“A Short History of Silence” – Jane Yeh

In our house, all the clocks are turned off and the mirrors
Don’t work. We sit like bread in a stay-fresh wrapper,
Keep ourselves to our selves. Sometimes the speeches
Are so beautiful it hurts. On the porch where we can’t be

Seen to smile, the honeysuckle meshes with silent
Weeds. We rock back and forth, back and forth in our long
Black dresses. Mosquitoes taste our blood and find it good.

Inside, candles are lit every night and keep going
Until they burn themselves down. We kiss our fingers
To our lips like Italians, promise we’ll never look back.
Whip-poor-will. When the doorbell rings we don’t answer.

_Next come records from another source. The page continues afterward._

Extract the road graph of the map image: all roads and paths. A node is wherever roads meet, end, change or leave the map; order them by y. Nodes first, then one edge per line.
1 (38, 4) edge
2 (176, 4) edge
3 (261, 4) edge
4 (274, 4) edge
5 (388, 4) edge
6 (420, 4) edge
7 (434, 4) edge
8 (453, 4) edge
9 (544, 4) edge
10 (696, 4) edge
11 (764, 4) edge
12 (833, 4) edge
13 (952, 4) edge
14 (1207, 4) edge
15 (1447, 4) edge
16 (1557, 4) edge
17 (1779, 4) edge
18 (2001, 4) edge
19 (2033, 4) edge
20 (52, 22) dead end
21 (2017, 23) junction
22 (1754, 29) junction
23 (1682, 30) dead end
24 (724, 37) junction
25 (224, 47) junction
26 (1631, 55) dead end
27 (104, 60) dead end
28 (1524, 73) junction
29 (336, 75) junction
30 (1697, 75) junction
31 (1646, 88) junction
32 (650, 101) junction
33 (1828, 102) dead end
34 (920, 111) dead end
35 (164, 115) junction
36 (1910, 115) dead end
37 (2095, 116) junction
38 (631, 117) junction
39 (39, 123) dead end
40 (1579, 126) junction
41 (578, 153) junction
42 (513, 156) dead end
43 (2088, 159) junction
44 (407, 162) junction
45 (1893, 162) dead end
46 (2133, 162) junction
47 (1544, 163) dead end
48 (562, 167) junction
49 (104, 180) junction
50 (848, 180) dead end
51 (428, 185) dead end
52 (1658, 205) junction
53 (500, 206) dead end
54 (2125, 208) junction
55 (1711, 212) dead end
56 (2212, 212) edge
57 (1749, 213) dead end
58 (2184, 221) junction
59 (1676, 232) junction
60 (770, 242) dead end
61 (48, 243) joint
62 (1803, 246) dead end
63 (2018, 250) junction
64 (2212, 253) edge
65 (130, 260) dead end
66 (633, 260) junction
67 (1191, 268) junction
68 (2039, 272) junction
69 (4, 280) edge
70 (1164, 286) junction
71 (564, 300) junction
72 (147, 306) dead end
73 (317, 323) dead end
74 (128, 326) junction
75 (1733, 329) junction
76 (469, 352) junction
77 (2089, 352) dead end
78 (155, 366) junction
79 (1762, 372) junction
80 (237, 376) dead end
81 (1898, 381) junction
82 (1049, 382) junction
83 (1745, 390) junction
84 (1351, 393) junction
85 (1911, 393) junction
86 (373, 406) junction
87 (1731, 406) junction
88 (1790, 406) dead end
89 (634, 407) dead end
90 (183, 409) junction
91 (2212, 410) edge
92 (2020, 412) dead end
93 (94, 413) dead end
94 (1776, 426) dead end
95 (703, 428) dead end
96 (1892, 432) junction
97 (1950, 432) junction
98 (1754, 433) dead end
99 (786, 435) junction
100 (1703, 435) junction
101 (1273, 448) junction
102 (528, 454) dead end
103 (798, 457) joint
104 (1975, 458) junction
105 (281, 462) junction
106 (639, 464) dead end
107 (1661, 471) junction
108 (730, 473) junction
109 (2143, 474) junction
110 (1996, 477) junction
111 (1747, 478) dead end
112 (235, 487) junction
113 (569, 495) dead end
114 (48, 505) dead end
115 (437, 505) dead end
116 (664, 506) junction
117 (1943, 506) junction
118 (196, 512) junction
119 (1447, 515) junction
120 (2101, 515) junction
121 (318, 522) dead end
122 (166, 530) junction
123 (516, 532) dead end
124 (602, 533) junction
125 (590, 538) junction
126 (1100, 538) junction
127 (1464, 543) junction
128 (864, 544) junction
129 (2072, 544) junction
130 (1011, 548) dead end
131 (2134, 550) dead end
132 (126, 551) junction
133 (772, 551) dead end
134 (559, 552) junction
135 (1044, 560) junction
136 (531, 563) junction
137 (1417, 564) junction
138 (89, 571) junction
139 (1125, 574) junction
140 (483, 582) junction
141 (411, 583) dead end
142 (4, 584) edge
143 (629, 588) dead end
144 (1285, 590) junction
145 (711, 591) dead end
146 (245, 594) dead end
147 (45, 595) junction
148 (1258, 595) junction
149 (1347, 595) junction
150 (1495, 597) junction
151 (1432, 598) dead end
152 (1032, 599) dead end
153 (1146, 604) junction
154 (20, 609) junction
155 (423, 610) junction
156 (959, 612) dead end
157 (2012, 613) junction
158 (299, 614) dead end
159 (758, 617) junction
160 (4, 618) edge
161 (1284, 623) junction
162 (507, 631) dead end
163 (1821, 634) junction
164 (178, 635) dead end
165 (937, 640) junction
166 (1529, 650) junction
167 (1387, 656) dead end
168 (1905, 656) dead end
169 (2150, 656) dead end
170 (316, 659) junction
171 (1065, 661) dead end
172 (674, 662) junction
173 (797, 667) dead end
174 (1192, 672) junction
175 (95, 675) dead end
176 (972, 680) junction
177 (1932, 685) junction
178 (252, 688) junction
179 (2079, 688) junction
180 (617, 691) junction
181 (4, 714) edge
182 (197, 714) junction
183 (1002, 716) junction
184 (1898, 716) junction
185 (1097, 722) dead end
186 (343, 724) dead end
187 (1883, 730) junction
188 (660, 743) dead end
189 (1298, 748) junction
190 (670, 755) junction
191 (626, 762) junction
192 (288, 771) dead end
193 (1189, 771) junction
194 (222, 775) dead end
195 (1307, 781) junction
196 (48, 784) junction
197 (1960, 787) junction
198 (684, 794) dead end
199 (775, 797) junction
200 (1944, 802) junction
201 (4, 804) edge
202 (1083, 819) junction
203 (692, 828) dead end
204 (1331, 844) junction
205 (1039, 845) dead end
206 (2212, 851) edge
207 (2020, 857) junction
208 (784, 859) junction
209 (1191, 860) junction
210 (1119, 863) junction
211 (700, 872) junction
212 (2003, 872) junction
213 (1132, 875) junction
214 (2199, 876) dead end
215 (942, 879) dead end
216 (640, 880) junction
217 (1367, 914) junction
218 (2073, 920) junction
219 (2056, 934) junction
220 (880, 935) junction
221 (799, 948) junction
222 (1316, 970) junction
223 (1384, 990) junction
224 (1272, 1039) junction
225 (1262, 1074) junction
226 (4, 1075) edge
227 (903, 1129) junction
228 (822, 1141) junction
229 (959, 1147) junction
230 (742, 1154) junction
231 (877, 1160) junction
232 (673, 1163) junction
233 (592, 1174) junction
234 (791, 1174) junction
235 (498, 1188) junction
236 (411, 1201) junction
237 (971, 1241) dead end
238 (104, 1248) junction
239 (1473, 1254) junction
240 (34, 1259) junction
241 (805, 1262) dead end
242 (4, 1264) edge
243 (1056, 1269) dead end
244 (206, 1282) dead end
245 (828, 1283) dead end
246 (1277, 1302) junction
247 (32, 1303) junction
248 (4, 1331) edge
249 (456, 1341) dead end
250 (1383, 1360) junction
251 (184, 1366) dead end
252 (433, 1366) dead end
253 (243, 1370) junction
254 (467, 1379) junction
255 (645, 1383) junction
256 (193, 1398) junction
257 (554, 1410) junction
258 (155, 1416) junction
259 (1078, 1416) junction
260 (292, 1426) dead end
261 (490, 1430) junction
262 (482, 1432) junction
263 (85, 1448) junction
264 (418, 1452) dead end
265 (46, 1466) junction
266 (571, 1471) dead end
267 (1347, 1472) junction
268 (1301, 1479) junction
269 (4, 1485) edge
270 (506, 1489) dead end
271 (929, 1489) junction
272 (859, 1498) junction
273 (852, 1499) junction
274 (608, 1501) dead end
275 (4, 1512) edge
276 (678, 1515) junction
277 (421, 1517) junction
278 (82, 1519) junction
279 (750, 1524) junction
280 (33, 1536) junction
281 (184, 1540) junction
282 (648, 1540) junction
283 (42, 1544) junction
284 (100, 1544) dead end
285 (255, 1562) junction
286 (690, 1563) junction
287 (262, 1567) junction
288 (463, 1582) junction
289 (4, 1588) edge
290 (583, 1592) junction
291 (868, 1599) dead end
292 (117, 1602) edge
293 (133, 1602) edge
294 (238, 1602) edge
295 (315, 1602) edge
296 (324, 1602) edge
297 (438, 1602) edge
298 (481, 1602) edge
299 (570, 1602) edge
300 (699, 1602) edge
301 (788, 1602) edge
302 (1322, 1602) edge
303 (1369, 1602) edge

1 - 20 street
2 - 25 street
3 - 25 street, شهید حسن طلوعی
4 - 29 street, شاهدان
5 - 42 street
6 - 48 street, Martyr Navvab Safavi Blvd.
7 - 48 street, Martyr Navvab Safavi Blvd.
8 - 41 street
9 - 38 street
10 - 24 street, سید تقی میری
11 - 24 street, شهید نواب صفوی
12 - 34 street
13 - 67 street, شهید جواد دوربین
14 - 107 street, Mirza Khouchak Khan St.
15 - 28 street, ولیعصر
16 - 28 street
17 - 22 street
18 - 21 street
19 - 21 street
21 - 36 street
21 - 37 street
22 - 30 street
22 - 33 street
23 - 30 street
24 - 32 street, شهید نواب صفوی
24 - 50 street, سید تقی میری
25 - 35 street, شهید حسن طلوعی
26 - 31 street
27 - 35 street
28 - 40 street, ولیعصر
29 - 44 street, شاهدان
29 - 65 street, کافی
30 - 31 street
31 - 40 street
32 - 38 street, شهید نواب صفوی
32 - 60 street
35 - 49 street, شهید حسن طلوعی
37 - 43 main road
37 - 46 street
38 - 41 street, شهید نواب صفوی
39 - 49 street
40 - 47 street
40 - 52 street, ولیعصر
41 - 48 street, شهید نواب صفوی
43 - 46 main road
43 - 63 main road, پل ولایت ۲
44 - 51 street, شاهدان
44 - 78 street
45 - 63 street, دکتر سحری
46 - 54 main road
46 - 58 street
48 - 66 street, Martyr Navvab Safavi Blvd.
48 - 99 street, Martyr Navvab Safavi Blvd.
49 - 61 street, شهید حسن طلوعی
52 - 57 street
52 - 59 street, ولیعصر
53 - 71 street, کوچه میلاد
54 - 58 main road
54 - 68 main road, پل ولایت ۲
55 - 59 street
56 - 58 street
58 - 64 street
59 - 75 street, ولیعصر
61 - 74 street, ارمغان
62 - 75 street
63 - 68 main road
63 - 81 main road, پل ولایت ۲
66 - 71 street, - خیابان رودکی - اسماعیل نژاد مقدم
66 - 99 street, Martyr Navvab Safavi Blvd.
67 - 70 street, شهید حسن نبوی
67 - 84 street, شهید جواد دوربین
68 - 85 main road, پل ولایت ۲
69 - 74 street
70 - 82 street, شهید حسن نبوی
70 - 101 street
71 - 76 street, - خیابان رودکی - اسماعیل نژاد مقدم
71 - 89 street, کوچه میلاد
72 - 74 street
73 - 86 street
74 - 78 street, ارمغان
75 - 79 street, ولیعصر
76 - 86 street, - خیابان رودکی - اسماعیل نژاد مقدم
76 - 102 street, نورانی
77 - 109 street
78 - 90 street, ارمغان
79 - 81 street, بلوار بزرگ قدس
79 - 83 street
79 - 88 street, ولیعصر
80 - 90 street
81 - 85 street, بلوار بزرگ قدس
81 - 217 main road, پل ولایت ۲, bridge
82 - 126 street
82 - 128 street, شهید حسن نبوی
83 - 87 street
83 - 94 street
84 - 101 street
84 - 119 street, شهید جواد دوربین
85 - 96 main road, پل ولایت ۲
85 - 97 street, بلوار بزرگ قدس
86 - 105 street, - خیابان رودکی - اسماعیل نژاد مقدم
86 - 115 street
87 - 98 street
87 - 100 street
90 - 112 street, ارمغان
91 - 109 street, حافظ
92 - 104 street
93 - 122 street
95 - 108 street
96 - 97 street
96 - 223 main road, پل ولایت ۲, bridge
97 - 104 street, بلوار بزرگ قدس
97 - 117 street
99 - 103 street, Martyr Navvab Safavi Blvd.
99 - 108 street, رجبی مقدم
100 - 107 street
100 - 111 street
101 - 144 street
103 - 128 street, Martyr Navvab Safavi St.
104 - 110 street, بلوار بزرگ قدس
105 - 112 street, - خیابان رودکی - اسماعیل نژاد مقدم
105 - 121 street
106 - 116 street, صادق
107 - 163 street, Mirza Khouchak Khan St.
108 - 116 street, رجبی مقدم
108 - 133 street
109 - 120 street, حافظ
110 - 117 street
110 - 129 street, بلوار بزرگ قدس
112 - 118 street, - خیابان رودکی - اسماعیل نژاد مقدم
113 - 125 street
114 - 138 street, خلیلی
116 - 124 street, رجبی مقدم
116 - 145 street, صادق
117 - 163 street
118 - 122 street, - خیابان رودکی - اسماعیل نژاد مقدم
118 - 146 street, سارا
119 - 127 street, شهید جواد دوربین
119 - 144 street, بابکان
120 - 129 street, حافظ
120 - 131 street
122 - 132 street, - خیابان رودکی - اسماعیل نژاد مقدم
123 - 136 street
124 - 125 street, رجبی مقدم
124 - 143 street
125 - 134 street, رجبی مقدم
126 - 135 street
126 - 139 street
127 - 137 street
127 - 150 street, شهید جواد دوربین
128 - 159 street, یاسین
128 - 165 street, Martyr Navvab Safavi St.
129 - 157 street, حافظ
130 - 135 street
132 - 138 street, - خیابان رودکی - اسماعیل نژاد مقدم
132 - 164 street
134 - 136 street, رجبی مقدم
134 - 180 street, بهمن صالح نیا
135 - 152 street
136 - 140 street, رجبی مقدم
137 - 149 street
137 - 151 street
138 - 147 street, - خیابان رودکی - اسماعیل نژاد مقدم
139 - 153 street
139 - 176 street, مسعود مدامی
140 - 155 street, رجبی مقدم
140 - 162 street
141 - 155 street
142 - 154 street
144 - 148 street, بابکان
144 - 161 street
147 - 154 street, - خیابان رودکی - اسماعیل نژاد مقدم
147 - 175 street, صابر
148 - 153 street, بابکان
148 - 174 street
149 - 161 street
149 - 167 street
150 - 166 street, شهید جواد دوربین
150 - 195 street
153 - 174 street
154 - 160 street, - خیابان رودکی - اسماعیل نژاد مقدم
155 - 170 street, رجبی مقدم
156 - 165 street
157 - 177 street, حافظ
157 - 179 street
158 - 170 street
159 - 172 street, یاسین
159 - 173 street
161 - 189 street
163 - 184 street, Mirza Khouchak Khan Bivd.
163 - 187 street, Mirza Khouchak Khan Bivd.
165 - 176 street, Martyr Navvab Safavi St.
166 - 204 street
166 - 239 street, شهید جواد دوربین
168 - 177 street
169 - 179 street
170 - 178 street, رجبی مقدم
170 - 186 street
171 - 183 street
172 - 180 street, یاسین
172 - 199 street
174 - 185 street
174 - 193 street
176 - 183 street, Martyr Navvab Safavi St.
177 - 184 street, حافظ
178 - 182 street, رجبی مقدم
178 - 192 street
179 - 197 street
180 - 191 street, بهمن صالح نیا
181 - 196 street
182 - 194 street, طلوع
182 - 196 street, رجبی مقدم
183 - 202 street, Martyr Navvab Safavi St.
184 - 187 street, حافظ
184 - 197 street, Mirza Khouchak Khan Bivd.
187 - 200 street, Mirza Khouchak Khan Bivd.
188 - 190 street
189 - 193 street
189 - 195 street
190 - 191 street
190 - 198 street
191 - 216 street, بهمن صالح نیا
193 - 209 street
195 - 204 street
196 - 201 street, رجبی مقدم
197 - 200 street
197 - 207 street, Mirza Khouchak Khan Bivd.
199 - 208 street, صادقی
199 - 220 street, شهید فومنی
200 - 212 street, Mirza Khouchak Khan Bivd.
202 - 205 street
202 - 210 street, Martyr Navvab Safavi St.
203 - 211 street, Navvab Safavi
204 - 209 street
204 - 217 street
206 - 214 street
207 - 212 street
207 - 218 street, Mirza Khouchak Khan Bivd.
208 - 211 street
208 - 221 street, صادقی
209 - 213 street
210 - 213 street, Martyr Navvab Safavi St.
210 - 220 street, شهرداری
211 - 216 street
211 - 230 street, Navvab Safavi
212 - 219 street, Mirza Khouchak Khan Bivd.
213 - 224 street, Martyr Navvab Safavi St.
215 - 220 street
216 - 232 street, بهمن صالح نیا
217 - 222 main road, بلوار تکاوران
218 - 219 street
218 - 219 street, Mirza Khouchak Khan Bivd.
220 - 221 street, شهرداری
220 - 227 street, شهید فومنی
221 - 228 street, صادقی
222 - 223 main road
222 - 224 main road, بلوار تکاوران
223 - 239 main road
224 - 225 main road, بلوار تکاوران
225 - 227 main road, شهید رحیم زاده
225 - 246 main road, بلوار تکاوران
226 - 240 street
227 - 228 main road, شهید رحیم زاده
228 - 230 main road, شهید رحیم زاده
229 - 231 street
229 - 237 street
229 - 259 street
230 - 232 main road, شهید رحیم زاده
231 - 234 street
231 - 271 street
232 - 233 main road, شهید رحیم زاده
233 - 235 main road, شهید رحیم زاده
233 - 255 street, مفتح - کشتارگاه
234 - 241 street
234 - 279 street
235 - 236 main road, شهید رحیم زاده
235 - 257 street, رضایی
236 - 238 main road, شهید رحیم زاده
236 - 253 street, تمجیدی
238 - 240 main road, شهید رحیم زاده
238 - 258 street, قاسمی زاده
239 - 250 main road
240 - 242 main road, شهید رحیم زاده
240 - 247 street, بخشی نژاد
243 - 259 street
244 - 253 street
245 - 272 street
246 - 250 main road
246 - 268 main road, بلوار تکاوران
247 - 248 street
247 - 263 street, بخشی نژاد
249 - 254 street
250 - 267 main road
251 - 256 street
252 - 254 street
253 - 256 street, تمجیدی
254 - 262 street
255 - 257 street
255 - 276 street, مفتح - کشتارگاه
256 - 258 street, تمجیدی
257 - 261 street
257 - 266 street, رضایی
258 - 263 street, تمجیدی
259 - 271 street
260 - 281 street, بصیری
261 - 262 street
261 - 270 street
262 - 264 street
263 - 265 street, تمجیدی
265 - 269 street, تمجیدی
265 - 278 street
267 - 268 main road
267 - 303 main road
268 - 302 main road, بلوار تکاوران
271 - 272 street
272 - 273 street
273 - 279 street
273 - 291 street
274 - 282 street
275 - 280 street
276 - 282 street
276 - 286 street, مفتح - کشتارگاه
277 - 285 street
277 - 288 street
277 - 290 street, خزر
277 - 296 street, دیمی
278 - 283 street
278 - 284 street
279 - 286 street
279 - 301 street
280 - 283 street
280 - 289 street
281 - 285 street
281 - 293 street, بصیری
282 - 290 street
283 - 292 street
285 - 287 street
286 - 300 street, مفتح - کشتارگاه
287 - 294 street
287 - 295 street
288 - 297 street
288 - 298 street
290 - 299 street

In winter, the fur grows long on the horses and the ice
Grows long on the eaves. We sleep in the same bed
Like good animals, braid our hair together, tailor
Our limbs to fit. Conspiracy of wood.

First published in Poetry Magazine, December 2017.

“Generic Husband” – Rebecca Hazelton

Who mows the lawn. Who prunes the rangy rose.
Who whacks the weeds by the chain link with mafioso panache.
Who drinks the beer. Who has no questions. Who knots
a tie four-in-hand. Who washes the car. Who drives stick.
Who smoked but did not inhale. Who wears the drugstore cologne
his kid gave him. Who wakes up beside the same wife.
Who has no questions. Who parts his hair. Who has a bald patch.
Who plays golf. Who plays Call of Duty. Who plays
the stock market, responsibly. Who reads biographies
of generals. Who does not dream. Who climbed trees
as a boy. Who leaves his towel beside the hamper.
Who has never swum nude. Who knows cardinal directions.
Who sees the sun set without a sense of unease.
Who walks to the train. Who watches sports. Who reclines.
Who maintains a sense of calm. Who has a small, bad tattoo.
Who wears humorous socks. Who tells the tame, dirty joke.
Who reads the newspaper online. Who is politically unmoved.
Who had a job upon graduation. Who go-gets. Who has no questions.
Who shovels the walk. Who did not keep his letters
from his college sweetheart. Who had a college sweetheart.
Who called her “baby.” Who was sincere. Who did not ask
why she left him. Who does not climb trees. Who drinks one beer
at the end of the day. Who remembers meeting his wife and how young
she was then. Who does not question. Who kills the spider.
Who clips a dog with his car and keeps driving. Who adjusts the mirror.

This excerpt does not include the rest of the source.